Por la cámara de Felix Nadar pasaron Baudelaire, Dumas, Delacroix, Doré, Courbet y Manet y todo el que era alguien en el París de la época. Los suyos son retratos agudos, sencillos y nada envarados. Degas, Renoir y Manet fueron grandes retratistas Este último se sirvió de fotografías para pintar los retratos de Leon Gambetta, Georges Clemenceau o Renoir, iluminados de frente, sin luz lateral. Y los pintores también se hacen autorretratos con sus fotos. Ya no tienen que mirarse de reojo en el espejo y así Cézanne en su Autorretrato de 1861 posa de frente, sentado, con las manos en las rodillas.
Pero si hay un pintor que abraza la fotografía con la fe del converso es Degas. Él con su Kodak captó a sus amigos en composiciones perfectamente estudiadas, como la que tomó en 1895 a Renoir y Mallarmé y que regaló al poeta Paul Valery. Degas pintó no solo a las bailarinas en unos escorzos muy fotográficos, como de voyeur escondido, sino que supo dar al desnudo una nueva dimensión. Mostró a las mujeres saliendo del baño, siempre de espaldas como en las fotografías pornográficas que circulaban entre los señores. Le interesaron las cronofotografías del inglés Muybridge, series de figuras congeladas en medio de la acción, un claro predecedente del cine, y fue el más fotográfico de los impresionistas.

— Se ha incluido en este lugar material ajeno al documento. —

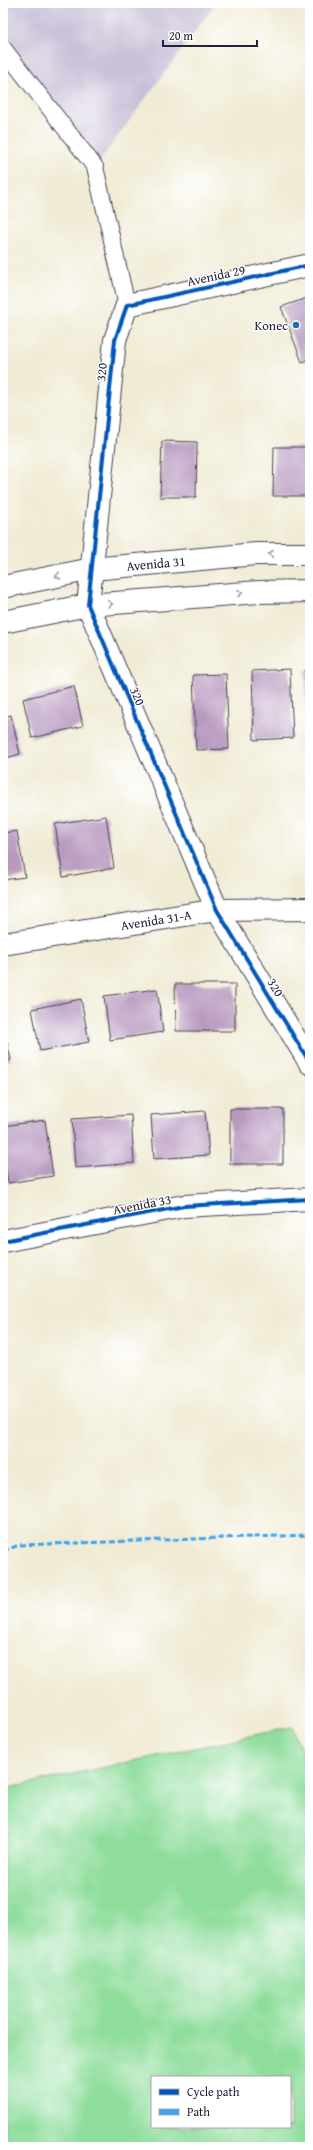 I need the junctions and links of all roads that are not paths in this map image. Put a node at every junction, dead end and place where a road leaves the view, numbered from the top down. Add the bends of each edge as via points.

La exposición del Thyssen arranca en unas salas con fotografías que son más pinturas que los óleos impresionistas y termina con los pasteles de Degas que son más fotográficos que la propia fotografía. El espectador comprueba que todo está interrelacionado y se asombra de cómo la fotografía señaló el camino de las imágenes a los pintores de la impresión.
‘Los impresionistas y la fotografía’. Museo Nacional Thyssen-Bornemisza. Hasta el 26 de enero de 2020.